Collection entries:
>>>

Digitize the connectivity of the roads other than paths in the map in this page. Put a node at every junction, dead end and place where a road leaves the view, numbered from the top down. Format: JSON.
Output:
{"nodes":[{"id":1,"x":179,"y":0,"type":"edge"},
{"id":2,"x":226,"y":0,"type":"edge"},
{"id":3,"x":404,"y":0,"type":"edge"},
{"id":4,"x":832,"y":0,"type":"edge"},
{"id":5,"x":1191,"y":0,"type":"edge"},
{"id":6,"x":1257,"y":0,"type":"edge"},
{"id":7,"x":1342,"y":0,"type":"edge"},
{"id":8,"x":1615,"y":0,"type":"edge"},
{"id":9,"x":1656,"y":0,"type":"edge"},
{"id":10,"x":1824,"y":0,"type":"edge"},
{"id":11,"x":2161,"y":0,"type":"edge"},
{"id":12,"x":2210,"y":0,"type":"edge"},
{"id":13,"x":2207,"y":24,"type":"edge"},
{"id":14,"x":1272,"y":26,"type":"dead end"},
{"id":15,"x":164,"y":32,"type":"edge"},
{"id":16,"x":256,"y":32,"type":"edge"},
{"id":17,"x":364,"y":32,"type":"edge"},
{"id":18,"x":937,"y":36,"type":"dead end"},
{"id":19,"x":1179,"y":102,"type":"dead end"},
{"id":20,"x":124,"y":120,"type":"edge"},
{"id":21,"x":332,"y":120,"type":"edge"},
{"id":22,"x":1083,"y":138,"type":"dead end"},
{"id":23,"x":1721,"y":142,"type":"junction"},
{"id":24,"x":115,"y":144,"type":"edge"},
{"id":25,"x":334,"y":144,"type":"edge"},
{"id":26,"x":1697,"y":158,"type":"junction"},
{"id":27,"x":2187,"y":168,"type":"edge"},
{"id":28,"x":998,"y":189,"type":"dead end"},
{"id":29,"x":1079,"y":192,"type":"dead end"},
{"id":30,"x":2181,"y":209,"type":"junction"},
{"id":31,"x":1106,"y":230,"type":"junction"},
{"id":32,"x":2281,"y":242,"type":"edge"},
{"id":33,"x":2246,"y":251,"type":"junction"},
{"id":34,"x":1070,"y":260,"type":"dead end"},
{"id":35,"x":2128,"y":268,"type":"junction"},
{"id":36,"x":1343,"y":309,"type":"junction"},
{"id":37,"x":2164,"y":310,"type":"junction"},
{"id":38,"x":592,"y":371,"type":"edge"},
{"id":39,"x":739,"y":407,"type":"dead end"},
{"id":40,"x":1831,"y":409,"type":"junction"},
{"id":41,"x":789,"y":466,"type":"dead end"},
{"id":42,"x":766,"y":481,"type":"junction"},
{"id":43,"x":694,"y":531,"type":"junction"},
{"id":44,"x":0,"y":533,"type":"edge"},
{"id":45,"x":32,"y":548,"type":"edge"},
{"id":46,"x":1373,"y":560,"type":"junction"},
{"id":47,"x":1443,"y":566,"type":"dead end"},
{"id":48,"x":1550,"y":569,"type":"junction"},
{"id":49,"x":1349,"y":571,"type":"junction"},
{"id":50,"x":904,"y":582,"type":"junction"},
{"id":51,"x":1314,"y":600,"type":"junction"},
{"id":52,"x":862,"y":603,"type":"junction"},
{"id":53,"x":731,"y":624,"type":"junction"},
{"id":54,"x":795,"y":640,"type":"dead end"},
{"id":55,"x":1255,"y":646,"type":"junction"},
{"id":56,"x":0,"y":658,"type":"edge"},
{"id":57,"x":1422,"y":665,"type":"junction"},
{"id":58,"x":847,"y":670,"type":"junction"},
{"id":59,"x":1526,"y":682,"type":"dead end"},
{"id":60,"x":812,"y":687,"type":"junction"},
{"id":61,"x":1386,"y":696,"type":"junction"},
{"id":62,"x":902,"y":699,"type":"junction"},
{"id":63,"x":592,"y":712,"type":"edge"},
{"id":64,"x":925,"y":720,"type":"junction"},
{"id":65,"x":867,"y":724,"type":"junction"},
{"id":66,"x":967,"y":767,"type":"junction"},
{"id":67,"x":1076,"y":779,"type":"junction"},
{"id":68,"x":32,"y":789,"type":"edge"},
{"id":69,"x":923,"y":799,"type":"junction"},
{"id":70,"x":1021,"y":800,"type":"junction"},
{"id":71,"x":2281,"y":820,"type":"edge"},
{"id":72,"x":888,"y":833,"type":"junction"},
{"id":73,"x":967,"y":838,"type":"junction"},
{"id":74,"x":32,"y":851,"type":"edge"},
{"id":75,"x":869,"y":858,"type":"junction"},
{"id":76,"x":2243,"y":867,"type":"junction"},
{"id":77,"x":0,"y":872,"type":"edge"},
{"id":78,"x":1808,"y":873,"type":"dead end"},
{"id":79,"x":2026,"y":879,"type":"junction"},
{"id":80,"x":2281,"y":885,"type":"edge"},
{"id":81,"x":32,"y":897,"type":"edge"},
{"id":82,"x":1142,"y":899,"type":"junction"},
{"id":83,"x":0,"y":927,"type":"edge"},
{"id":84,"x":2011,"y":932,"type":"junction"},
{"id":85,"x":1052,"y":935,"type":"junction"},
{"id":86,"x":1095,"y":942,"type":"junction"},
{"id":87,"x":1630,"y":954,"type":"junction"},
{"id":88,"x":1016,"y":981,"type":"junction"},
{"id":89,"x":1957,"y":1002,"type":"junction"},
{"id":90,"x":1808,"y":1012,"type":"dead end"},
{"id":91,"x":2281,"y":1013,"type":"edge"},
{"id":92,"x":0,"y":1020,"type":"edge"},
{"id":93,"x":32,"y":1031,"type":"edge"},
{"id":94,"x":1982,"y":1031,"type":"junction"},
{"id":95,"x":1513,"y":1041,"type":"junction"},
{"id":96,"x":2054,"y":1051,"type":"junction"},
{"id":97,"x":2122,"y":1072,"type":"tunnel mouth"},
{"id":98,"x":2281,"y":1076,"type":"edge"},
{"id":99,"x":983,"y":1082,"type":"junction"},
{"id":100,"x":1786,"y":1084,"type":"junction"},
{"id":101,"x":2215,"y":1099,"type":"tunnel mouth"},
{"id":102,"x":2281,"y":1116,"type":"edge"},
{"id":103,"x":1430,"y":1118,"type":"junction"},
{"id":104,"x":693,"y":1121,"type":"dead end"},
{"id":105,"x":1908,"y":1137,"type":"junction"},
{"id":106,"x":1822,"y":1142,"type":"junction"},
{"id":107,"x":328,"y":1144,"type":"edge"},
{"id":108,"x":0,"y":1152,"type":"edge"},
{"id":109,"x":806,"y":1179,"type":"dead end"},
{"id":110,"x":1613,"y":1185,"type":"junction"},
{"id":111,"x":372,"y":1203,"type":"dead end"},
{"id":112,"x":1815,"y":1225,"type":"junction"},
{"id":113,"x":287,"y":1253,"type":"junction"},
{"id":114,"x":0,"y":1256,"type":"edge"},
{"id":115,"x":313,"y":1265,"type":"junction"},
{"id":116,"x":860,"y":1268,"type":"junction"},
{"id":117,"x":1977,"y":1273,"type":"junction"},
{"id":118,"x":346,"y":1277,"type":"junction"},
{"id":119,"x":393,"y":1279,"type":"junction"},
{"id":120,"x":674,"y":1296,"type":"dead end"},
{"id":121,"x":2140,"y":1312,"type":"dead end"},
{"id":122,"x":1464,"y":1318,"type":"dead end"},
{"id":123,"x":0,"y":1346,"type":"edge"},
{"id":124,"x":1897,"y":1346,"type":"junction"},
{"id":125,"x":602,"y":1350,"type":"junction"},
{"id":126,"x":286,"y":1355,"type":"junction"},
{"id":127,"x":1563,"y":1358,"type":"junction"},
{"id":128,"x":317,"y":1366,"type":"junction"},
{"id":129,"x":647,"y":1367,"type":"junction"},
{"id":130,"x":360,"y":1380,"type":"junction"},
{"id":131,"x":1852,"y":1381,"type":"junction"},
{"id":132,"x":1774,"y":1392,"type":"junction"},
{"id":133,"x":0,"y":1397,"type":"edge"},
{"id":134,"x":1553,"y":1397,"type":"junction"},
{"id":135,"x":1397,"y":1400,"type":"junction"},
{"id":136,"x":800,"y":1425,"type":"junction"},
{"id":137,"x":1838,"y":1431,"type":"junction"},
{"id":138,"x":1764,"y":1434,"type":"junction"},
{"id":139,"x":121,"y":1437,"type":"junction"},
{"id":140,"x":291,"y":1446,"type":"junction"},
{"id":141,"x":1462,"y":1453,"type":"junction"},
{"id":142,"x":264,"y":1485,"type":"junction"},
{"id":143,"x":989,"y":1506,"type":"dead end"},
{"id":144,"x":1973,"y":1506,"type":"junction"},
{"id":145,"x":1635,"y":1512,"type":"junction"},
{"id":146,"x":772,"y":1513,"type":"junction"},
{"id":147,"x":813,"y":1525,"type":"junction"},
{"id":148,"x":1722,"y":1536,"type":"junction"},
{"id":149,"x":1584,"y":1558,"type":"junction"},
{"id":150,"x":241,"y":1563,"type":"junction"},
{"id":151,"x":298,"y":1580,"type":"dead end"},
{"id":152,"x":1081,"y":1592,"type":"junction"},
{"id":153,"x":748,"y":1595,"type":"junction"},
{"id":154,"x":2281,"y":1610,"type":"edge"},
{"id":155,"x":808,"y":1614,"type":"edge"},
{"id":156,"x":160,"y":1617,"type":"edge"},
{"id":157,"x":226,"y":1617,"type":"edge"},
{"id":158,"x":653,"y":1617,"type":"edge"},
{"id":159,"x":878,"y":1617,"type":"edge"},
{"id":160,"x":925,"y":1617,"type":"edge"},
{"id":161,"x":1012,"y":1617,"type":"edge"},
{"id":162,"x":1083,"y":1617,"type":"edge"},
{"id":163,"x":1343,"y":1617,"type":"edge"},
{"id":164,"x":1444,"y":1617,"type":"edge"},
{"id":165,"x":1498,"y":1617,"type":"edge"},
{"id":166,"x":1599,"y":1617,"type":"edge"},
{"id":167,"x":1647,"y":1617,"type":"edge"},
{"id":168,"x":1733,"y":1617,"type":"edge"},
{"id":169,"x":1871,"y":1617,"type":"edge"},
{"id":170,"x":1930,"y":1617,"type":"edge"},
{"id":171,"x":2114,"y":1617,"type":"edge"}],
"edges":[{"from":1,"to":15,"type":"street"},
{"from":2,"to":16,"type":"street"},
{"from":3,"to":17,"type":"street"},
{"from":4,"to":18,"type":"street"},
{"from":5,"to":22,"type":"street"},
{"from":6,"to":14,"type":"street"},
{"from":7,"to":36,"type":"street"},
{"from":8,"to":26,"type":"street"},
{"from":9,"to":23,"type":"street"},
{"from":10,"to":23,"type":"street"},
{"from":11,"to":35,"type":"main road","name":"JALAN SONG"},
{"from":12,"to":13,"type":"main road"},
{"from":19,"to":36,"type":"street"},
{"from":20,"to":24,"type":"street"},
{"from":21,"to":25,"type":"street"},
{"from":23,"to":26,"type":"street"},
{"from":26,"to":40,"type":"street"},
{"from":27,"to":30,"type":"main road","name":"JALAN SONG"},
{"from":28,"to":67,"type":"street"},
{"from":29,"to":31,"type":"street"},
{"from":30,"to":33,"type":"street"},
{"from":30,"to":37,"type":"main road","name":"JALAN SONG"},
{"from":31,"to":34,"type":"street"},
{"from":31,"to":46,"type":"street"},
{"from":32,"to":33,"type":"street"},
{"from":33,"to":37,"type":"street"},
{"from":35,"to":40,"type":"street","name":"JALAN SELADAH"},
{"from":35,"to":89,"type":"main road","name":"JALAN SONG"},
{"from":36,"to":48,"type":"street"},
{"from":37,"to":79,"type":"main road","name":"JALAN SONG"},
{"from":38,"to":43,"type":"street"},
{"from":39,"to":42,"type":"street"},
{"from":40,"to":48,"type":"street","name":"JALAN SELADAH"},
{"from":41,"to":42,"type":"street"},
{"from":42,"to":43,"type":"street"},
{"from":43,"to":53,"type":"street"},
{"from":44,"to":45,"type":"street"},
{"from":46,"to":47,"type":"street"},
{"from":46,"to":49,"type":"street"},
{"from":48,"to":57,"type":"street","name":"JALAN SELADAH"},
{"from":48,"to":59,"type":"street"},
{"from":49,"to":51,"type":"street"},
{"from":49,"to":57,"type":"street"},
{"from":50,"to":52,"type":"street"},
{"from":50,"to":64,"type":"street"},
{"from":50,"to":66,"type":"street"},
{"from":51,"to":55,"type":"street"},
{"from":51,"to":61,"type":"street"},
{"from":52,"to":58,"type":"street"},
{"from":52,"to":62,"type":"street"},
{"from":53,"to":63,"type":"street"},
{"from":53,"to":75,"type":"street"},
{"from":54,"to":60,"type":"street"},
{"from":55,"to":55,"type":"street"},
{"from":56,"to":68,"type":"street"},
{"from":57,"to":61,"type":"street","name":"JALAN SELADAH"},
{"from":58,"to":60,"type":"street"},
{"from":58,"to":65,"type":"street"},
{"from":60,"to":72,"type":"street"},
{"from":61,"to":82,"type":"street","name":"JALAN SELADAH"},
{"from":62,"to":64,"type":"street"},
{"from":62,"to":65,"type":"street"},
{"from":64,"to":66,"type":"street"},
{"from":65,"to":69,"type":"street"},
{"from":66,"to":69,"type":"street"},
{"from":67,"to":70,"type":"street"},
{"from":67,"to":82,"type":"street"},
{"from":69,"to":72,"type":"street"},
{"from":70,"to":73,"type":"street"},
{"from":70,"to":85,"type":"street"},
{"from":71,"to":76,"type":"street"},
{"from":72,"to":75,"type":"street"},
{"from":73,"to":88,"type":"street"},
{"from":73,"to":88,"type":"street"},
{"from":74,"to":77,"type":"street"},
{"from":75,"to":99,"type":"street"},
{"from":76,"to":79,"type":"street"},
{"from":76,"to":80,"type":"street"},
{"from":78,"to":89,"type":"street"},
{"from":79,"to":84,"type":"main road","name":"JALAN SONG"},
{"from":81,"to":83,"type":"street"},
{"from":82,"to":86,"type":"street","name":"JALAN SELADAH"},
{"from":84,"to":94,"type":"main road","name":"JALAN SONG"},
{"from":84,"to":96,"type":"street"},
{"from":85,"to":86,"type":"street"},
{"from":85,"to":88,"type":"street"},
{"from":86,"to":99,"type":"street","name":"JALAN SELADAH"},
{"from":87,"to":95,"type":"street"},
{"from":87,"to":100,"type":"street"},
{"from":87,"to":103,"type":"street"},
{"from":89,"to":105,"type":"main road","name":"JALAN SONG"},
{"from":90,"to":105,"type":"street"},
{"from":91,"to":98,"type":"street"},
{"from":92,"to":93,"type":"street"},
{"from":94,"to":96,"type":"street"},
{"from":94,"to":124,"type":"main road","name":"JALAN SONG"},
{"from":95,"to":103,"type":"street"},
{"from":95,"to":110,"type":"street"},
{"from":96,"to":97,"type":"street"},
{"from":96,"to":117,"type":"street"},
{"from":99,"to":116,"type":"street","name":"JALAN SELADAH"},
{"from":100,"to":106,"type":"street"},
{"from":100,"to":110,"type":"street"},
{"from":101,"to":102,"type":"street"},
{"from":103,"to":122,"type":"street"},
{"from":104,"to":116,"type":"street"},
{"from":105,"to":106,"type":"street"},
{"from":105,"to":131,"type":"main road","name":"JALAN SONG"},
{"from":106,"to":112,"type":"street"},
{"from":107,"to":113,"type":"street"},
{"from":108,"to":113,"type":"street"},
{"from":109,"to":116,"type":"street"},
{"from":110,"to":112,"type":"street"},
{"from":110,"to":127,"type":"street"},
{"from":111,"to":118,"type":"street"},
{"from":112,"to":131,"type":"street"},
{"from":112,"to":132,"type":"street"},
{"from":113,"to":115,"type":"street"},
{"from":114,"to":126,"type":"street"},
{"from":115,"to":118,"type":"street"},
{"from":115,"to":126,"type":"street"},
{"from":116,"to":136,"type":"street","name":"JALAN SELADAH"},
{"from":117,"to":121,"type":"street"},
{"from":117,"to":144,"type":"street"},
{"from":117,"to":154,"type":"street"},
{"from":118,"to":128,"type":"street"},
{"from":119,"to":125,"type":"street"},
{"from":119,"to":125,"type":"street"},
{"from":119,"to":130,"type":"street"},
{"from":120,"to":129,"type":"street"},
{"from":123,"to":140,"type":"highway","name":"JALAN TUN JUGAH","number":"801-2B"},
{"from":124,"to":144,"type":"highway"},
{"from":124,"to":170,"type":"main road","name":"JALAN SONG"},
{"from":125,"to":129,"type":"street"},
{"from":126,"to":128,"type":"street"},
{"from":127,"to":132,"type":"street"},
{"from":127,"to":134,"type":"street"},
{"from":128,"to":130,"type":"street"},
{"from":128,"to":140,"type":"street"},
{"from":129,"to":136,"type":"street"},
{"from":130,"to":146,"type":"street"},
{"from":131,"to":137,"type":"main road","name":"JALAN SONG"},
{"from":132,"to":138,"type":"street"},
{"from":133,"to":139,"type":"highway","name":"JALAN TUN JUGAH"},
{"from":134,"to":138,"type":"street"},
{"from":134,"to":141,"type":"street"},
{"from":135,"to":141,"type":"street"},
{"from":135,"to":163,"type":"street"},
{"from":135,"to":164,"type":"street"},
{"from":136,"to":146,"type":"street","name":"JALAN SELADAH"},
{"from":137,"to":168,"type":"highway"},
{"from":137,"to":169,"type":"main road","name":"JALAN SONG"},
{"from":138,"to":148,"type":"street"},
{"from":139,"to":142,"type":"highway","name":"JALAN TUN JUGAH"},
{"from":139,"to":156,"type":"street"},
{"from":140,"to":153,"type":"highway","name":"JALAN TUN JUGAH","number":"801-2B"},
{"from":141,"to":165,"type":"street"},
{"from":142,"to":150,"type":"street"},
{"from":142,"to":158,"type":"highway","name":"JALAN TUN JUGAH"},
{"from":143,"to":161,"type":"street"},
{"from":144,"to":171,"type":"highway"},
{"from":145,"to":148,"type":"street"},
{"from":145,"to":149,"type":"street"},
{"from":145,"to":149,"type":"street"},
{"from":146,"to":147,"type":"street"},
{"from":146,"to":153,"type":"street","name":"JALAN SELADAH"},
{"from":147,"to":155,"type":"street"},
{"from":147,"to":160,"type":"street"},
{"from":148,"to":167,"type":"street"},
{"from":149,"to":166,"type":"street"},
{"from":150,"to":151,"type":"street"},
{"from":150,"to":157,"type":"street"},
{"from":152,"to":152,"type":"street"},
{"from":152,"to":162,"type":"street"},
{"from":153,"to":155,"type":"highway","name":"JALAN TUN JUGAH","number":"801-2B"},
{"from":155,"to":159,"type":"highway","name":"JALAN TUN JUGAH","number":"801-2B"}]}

<<<

_Directions for this task:_ Look through the records for the word "tunnel". Every line that has it should be copied.

_Solution for this problem:_
{"id":97,"x":2122,"y":1072,"type":"tunnel mouth"},
{"id":101,"x":2215,"y":1099,"type":"tunnel mouth"},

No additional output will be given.